SLOs Just Became Important
Back in the good old days of monolithic applications, most developers and application owners relied on tribal knowledge for what performance to expect. Although applications could be incredibly complex, the understanding of their inner workings usually resided within a relative few in the organization. Application performance was managed informally and measured casually.
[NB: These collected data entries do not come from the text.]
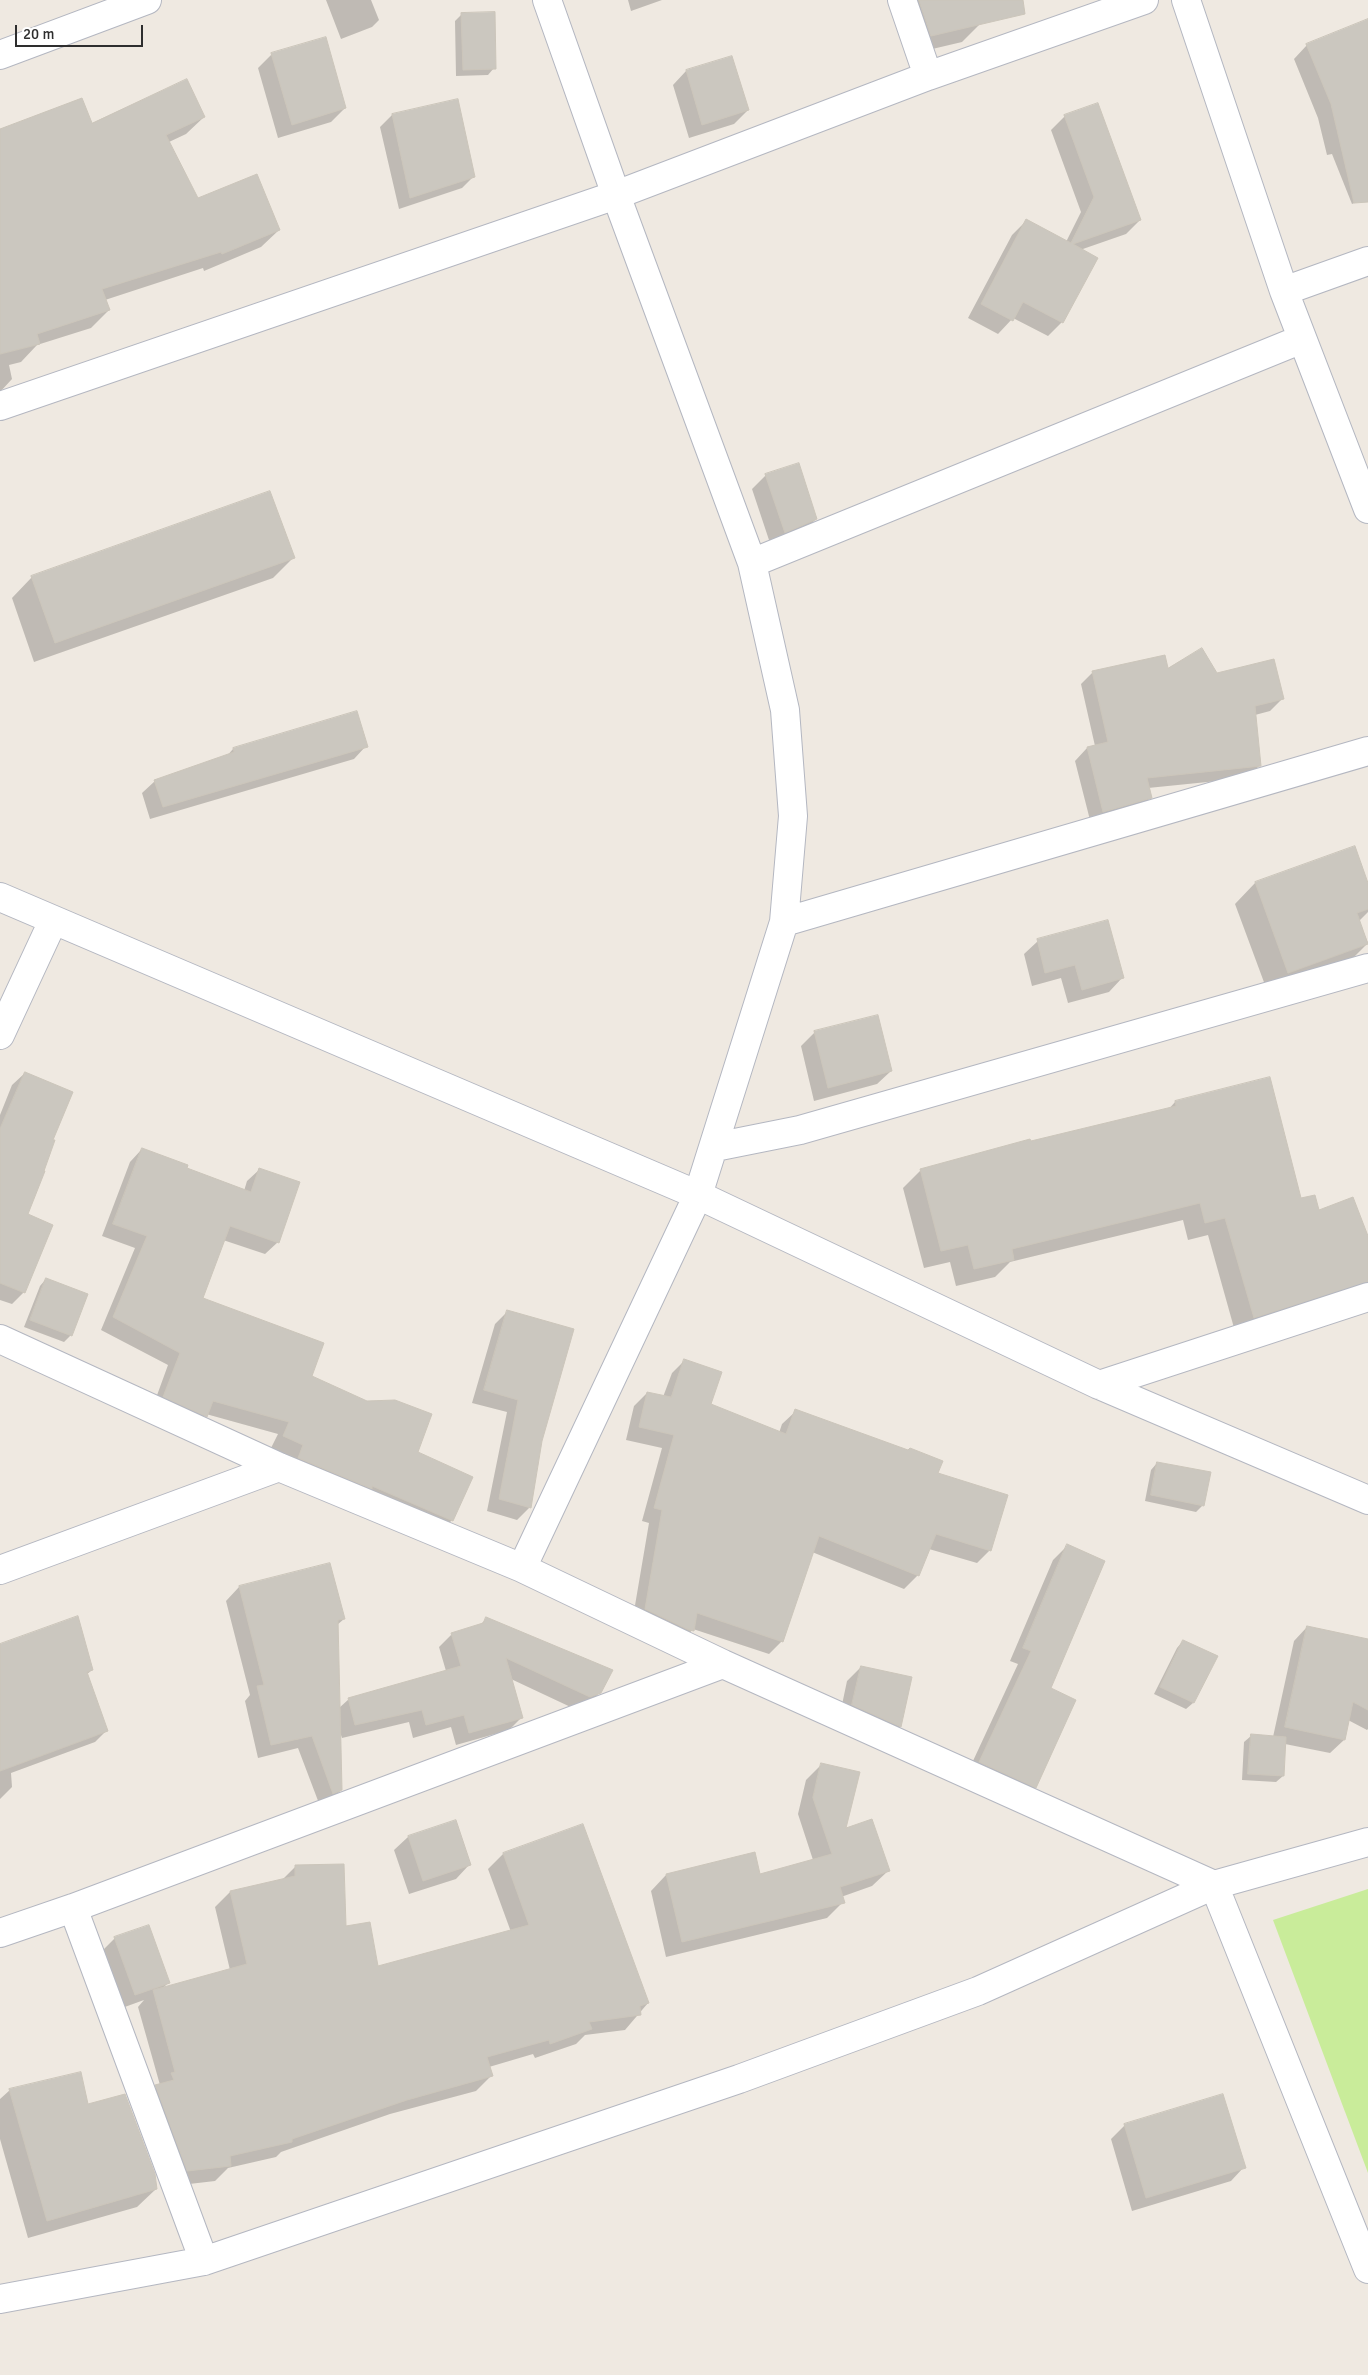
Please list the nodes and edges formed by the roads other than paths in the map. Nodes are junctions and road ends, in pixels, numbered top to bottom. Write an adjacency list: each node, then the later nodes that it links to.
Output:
1 (148, 0): 6 (street)
2 (547, 0): 8 (street)
3 (902, 0): 7 (street)
4 (1144, 0): 7 (street)
5 (1186, 0): 10 (street)
6 (0, 55)
7 (928, 76): 8 (street)
8 (616, 195): 12 (street); 14 (street)
9 (1368, 261): 10 (street)
10 (1284, 291): 11 (street)
11 (1302, 340): 13 (street); 14 (street)
12 (0, 406)
13 (1368, 509)
14 (752, 563): 18 (street)
15 (1368, 751): 18 (street)
16 (0, 897): 17 (street)
17 (54, 921): 20 (street); 22 (street)
18 (784, 922): 21 (street)
19 (1368, 968): 21 (street)
20 (0, 1035)
21 (715, 1146): 22 (street)
22 (698, 1195): 25 (street); 28 (street)
23 (1368, 1297): 25 (street)
24 (0, 1340): 26 (street)
25 (1099, 1385): 27 (street)
26 (279, 1467): 28 (street); 29 (street)
27 (1368, 1500)
28 (522, 1568): 30 (street)
29 (0, 1570)
30 (723, 1664): 32 (street); 33 (street)
31 (1368, 1842): 32 (street)
32 (1214, 1885): 35 (street); 36 (street)
33 (74, 1908): 34 (street); 35 (street)
34 (0, 1933)
35 (204, 2261): 37 (street)
36 (1368, 2269)
37 (0, 2299)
This model, though, falls apart in a microservices world. Using informal methods, a single team or small group can no longer see a full picture of an application and can deduct its performance. Instead, the chains of services can be very deep, and a lack of understanding of the performance of the downstream components can result in unwelcome surprises that ultimately affect end-users and the business.
So What’s an SLO?
Before we go any further, let’s define a Service Level Objective (SLO), along with some related concepts and acronyms.
SLIs Are What We Measure
A Service Level Indicator (SLI) is a quantity we measure to determine whether we comply with an SLO. Very commonly, SLIs measure either the success rate or performance of some operation, but an SLI can be just any metric.
SLOs Make SLIs Actionable
For an SLI to be interesting, we need to associate it with a condition. For example, we can state that 99% of all operations must complete successfully or that 95% of all transactions must finish within one second. We often express SLOs as a percentage over some time. For example, we may measure the 99% success rate over 24 hours, and the 95% latency performance better than one second may be measured over an hour.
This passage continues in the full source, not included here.